## [DATA EXCERPTS]
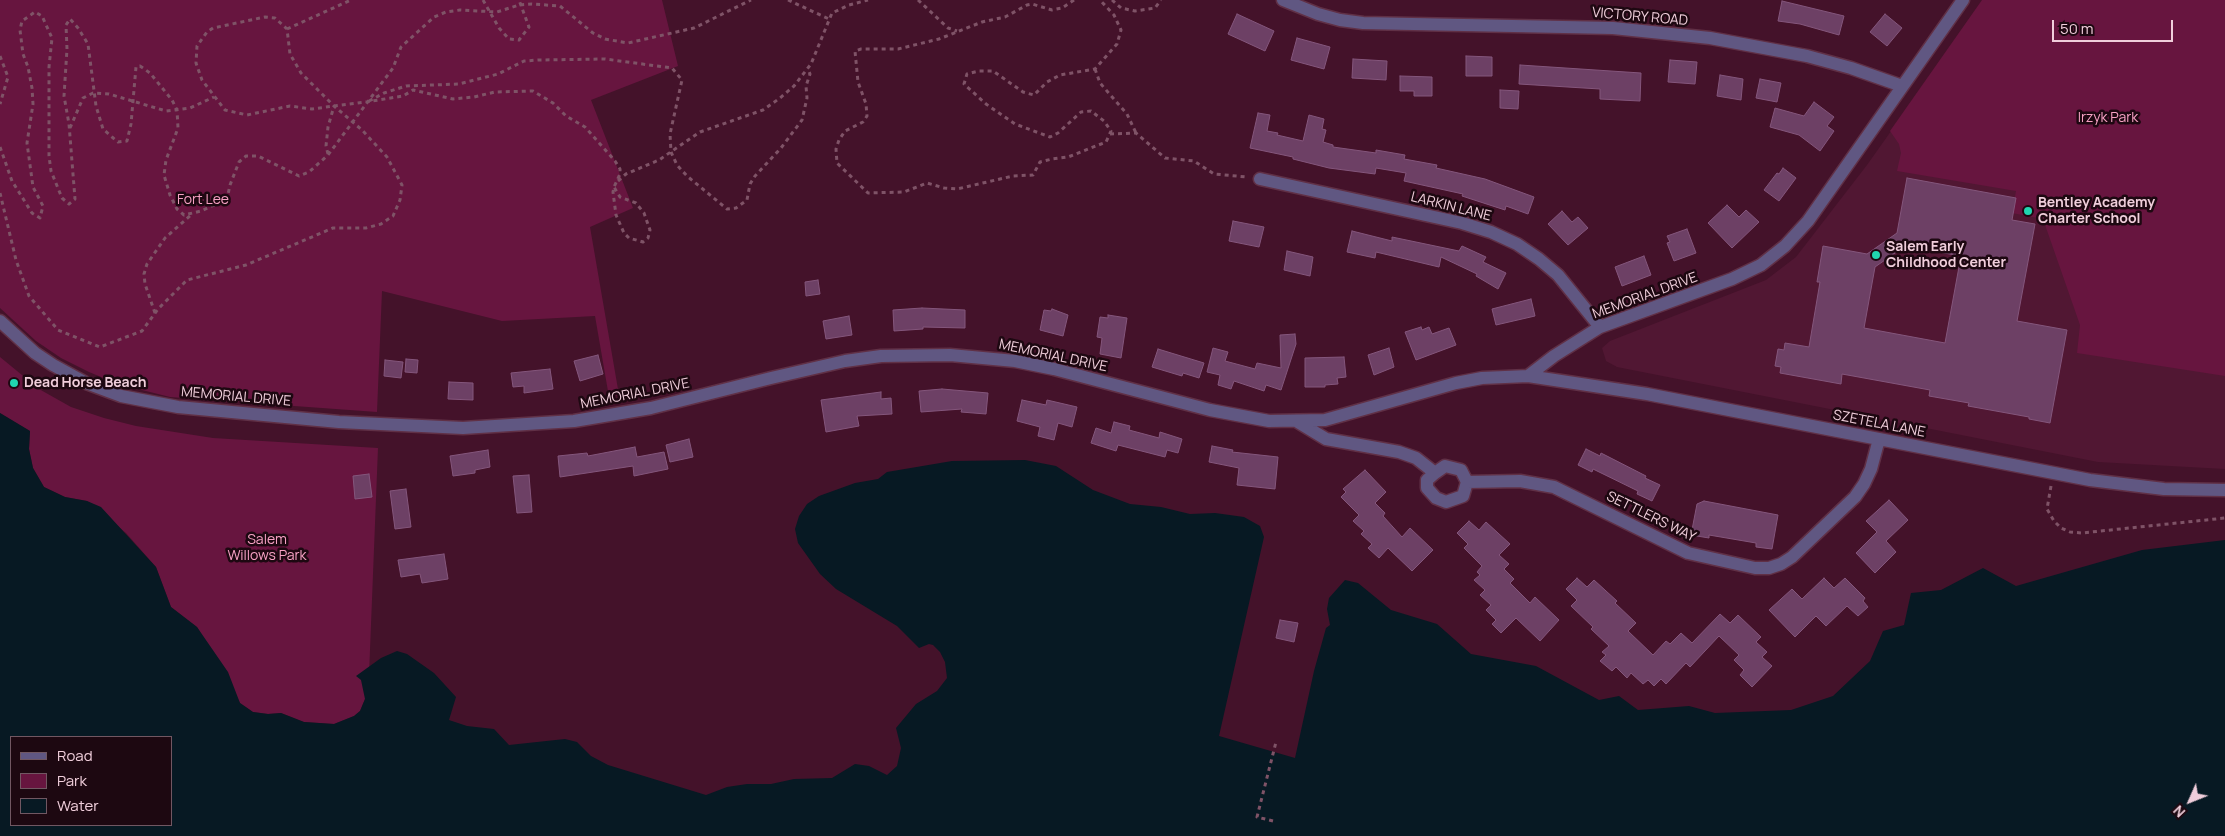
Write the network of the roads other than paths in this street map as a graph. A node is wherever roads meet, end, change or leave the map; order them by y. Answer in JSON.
{"nodes":[{"id":1,"x":1283,"y":0,"type":"edge"},
{"id":2,"x":1963,"y":0,"type":"edge"},
{"id":3,"x":1902,"y":86,"type":"junction"},
{"id":4,"x":1260,"y":179,"type":"road end"},
{"id":5,"x":0,"y":321,"type":"edge"},
{"id":6,"x":1600,"y":327,"type":"junction"},
{"id":7,"x":1528,"y":376,"type":"junction"},
{"id":8,"x":1298,"y":422,"type":"junction"},
{"id":9,"x":1879,"y":439,"type":"junction"},
{"id":10,"x":1435,"y":473,"type":"junction"},
{"id":11,"x":1467,"y":482,"type":"junction"},
{"id":12,"x":2225,"y":490,"type":"edge"}],
"edges":[{"from":1,"to":3,"type":"street","name":"VICTORY ROAD"},
{"from":2,"to":3,"type":"street","name":"MEMORIAL DRIVE"},
{"from":3,"to":6,"type":"street","name":"MEMORIAL DRIVE"},
{"from":4,"to":6,"type":"street","name":"LARKIN LANE"},
{"from":5,"to":8,"type":"street","name":"MEMORIAL DRIVE"},
{"from":6,"to":7,"type":"street","name":"MEMORIAL DRIVE"},
{"from":7,"to":8,"type":"street","name":"MEMORIAL DRIVE"},
{"from":7,"to":9,"type":"street","name":"SZETELA LANE"},
{"from":8,"to":10,"type":"street"},
{"from":9,"to":11,"type":"street","name":"SETTLERS WAY"},
{"from":9,"to":12,"type":"street","name":"SZETELA LANE"},
{"from":10,"to":11,"type":"street"},
{"from":10,"to":11,"type":"street"}]}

## [PROBLEM STATEMENT]
Would it be possible to print the records above verbatim, pictures omitted?

## [RESPONSE FOR THIS EXERCISE]
Write the network of the roads other than paths in this street map as a graph. A node is wherever roads meet, end, change or leave the map; order them by y. Answer in JSON.
{"nodes":[{"id":1,"x":1283,"y":0,"type":"edge"},
{"id":2,"x":1963,"y":0,"type":"edge"},
{"id":3,"x":1902,"y":86,"type":"junction"},
{"id":4,"x":1260,"y":179,"type":"road end"},
{"id":5,"x":0,"y":321,"type":"edge"},
{"id":6,"x":1600,"y":327,"type":"junction"},
{"id":7,"x":1528,"y":376,"type":"junction"},
{"id":8,"x":1298,"y":422,"type":"junction"},
{"id":9,"x":1879,"y":439,"type":"junction"},
{"id":10,"x":1435,"y":473,"type":"junction"},
{"id":11,"x":1467,"y":482,"type":"junction"},
{"id":12,"x":2225,"y":490,"type":"edge"}],
"edges":[{"from":1,"to":3,"type":"street","name":"VICTORY ROAD"},
{"from":2,"to":3,"type":"street","name":"MEMORIAL DRIVE"},
{"from":3,"to":6,"type":"street","name":"MEMORIAL DRIVE"},
{"from":4,"to":6,"type":"street","name":"LARKIN LANE"},
{"from":5,"to":8,"type":"street","name":"MEMORIAL DRIVE"},
{"from":6,"to":7,"type":"street","name":"MEMORIAL DRIVE"},
{"from":7,"to":8,"type":"street","name":"MEMORIAL DRIVE"},
{"from":7,"to":9,"type":"street","name":"SZETELA LANE"},
{"from":8,"to":10,"type":"street"},
{"from":9,"to":11,"type":"street","name":"SETTLERS WAY"},
{"from":9,"to":12,"type":"street","name":"SZETELA LANE"},
{"from":10,"to":11,"type":"street"},
{"from":10,"to":11,"type":"street"}]}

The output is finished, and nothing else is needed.